Causeries. Правда об острове Тристан-да-Рунья. Владимир Жаботинский
Достаточно было часа в перерыве между поездом и поездом, чтобы [пустить] этот товар в обращение, не заботясь о дальнейшем – уж он сам собою покатится дальше и попадет во все те руки, где его ждут и хотят. Отсюда развилась та невероятная подвижность. Для людей этого типа не существовало множества понятий: что такое «далеко»? что такое «устал»? что значить «не по пути»? Один из них ехал со мною из Петербурга в Баку. На ст. Минеральные Воды ему подали телеграмму: покончи в Баку, немедленно Житомир. Он прочел, зевнул и телеграфировал «хорошо». Другой однажды написал мне из Харькова, прося телеграфировать ему в Унгени, застанет ли он меня во вторник на будущей неделе в Двинске. Третий с гордостью говорил, что в Вильне есть гостиница, где он уже сорок два раза останавливался, а в Гродне – тридцать семь. Четвертый, уже значительно позже, когда все изменилось, повстречался мне где-то в провинции, в театре; я спросил: давно ли здесь? что поделываете? – и он ответил мне важно:
– О, у меня теперь есть паспорте, зимнее пальто и меблированная комната. – И в этом ответ звучало многое: уважение к самому себе, вместе с тем непривычка сознавать себя до такой степени оседлым, и доля грусти по кочевом периоде историй.
В те времена нижеподписавшийся близко жил с людьми этого типа и часто делил их образ жизни.

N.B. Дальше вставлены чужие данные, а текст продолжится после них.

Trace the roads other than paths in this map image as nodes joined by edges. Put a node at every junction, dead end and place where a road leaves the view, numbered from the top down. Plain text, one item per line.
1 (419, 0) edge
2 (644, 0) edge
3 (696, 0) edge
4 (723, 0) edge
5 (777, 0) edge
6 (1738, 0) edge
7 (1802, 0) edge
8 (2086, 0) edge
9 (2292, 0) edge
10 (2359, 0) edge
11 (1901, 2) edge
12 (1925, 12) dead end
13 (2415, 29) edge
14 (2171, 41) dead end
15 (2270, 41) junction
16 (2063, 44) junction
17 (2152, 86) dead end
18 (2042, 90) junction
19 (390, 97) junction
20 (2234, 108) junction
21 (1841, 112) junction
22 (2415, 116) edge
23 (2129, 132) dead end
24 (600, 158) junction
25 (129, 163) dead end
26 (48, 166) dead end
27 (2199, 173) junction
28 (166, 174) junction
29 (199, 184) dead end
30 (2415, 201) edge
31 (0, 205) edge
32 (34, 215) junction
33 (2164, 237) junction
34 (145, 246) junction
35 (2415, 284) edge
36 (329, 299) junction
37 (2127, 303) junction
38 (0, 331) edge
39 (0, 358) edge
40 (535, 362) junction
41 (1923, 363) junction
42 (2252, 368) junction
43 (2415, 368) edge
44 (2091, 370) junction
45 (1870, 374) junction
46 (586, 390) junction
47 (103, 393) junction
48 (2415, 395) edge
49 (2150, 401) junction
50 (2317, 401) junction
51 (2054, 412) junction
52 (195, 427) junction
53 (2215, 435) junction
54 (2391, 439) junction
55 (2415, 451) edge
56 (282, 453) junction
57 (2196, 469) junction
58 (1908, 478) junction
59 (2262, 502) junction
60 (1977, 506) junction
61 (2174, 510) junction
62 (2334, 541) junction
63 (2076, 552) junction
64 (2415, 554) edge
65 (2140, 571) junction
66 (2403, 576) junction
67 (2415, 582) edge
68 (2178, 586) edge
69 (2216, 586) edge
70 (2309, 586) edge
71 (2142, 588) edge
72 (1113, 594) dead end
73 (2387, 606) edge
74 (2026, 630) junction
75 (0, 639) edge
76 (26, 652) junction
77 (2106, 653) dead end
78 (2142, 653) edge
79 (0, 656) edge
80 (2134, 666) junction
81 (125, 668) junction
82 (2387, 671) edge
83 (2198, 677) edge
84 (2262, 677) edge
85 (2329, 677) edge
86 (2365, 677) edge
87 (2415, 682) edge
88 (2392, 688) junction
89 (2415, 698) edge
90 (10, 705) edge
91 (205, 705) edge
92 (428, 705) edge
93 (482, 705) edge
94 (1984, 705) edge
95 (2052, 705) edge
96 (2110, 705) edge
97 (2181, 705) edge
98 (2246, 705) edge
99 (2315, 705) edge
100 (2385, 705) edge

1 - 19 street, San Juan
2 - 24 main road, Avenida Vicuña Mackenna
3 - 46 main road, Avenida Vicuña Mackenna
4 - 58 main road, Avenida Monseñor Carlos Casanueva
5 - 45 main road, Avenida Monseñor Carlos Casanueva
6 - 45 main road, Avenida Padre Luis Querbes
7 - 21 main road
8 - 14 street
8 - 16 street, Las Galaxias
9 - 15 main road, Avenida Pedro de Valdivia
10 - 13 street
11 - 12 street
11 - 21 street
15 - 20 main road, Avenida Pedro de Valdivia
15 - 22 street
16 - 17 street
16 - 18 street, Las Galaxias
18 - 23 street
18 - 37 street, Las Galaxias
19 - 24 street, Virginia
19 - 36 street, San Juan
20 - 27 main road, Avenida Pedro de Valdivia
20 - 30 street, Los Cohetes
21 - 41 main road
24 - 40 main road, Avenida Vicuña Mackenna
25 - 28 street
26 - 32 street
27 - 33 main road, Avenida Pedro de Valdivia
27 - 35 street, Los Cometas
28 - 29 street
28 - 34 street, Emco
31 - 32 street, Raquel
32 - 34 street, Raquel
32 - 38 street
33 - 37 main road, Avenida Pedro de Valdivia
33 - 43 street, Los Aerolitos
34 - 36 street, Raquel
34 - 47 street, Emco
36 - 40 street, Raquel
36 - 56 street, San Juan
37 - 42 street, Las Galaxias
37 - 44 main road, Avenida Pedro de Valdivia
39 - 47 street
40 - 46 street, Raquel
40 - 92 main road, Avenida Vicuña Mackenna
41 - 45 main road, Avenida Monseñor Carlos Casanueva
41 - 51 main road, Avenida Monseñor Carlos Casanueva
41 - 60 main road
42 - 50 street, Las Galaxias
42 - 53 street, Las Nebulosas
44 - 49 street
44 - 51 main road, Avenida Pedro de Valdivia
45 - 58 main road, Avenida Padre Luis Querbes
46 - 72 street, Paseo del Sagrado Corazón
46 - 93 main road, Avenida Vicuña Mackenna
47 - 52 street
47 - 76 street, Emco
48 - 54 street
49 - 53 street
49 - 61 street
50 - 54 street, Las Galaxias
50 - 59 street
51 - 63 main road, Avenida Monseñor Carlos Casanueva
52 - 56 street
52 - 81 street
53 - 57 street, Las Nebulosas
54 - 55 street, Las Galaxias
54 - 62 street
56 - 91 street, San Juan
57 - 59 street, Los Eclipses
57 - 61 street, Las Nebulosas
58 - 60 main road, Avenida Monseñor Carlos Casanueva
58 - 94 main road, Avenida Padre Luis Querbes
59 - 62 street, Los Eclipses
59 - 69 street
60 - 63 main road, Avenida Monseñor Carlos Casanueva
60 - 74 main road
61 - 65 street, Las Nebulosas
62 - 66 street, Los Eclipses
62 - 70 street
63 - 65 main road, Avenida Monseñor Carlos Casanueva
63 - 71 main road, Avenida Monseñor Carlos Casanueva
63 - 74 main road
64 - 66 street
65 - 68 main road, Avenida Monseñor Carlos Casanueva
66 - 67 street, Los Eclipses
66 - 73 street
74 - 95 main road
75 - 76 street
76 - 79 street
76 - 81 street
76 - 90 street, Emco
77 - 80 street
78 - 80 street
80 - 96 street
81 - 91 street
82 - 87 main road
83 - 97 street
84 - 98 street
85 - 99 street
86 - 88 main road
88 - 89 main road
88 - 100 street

Тогда мелькали и предо мной все эти Вильны, Полтавы, Баку, сливаясь в одну пеструю ленту. Вероятно, это из тех времен я вынес непобедимую любовь к кинематографу. А еще вынес из тех времен любовь к одному – но только к одному – виду музыки, виду отверженному, непризнанному, нигде в консерваториях не изучаемому. Это – музыка поезда, грохот колес, особенно по ночам, когда слышишь его сквозь свою дремоту и сквозь храпе, чавканье, почесывание трех соседей в твоем купе, и можешь разобрать в нем что угодно – угрозу, ласку, хохоте, песню, вой ветра, звон сабель, топот казачьей сотни по мостовой, улюлюканье пьяной толпы, стрельбу пачками, аплодисменты на митинге, ропот вечернего моря… что угодно. Есть ли на свете еще инструмент, на котором можно было бы все это передать так обаятельно? Сомневаюсь.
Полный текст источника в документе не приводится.